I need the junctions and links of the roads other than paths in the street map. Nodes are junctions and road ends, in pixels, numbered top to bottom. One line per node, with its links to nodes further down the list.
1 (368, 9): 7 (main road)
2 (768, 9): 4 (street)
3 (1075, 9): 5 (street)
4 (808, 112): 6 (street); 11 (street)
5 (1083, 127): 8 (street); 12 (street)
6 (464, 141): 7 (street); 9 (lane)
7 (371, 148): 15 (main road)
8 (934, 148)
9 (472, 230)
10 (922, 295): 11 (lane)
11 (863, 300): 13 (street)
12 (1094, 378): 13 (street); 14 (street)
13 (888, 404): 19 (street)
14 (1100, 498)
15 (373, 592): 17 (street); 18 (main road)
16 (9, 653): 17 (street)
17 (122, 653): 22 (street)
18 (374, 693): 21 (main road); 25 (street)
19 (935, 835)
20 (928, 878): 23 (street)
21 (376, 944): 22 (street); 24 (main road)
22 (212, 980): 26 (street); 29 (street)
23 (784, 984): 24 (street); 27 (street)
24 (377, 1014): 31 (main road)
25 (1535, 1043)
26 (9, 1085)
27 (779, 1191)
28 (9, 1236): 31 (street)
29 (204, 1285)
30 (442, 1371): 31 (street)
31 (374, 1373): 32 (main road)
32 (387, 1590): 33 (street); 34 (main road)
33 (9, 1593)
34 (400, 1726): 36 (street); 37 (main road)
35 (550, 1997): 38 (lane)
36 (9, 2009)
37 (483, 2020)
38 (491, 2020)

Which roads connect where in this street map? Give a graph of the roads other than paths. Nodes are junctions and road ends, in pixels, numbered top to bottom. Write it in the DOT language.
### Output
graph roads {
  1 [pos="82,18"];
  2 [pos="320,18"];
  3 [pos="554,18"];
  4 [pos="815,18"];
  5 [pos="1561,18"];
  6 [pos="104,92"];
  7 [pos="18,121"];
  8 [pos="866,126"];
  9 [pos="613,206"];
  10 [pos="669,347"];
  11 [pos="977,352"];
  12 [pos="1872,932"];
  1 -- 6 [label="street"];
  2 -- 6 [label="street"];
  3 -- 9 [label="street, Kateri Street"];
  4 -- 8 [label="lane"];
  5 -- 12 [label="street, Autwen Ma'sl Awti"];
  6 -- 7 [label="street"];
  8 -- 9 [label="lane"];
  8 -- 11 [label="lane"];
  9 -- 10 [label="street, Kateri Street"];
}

» **ASSIGNMENT**
Reproduce the data. Keep it exact.

» **WRITTEN REPLY**
I need the junctions and links of the roads other than paths in the street map. Nodes are junctions and road ends, in pixels, numbered top to bottom. One line per node, with its links to nodes further down the list.
1 (368, 9): 7 (main road)
2 (768, 9): 4 (street)
3 (1075, 9): 5 (street)
4 (808, 112): 6 (street); 11 (street)
5 (1083, 127): 8 (street); 12 (street)
6 (464, 141): 7 (street); 9 (lane)
7 (371, 148): 15 (main road)
8 (934, 148)
9 (472, 230)
10 (922, 295): 11 (lane)
11 (863, 300): 13 (street)
12 (1094, 378): 13 (street); 14 (street)
13 (888, 404): 19 (street)
14 (1100, 498)
15 (373, 592): 17 (street); 18 (main road)
16 (9, 653): 17 (street)
17 (122, 653): 22 (street)
18 (374, 693): 21 (main road); 25 (street)
19 (935, 835)
20 (928, 878): 23 (street)
21 (376, 944): 22 (street); 24 (main road)
22 (212, 980): 26 (street); 29 (street)
23 (784, 984): 24 (street); 27 (street)
24 (377, 1014): 31 (main road)
25 (1535, 1043)
26 (9, 1085)
27 (779, 1191)
28 (9, 1236): 31 (street)
29 (204, 1285)
30 (442, 1371): 31 (street)
31 (374, 1373): 32 (main road)
32 (387, 1590): 33 (street); 34 (main road)
33 (9, 1593)
34 (400, 1726): 36 (street); 37 (main road)
35 (550, 1997): 38 (lane)
36 (9, 2009)
37 (483, 2020)
38 (491, 2020)

Which roads connect where in this street map? Give a graph of the roads other than paths. Nodes are junctions and road ends, in pixels, numbered top to bottom. Write it in the DOT language.
### Output
graph roads {
  1 [pos="82,18"];
  2 [pos="320,18"];
  3 [pos="554,18"];
  4 [pos="815,18"];
  5 [pos="1561,18"];
  6 [pos="104,92"];
  7 [pos="18,121"];
  8 [pos="866,126"];
  9 [pos="613,206"];
  10 [pos="669,347"];
  11 [pos="977,352"];
  12 [pos="1872,932"];
  1 -- 6 [label="street"];
  2 -- 6 [label="street"];
  3 -- 9 [label="street, Kateri Street"];
  4 -- 8 [label="lane"];
  5 -- 12 [label="street, Autwen Ma'sl Awti"];
  6 -- 7 [label="street"];
  8 -- 9 [label="lane"];
  8 -- 11 [label="lane"];
  9 -- 10 [label="street, Kateri Street"];
}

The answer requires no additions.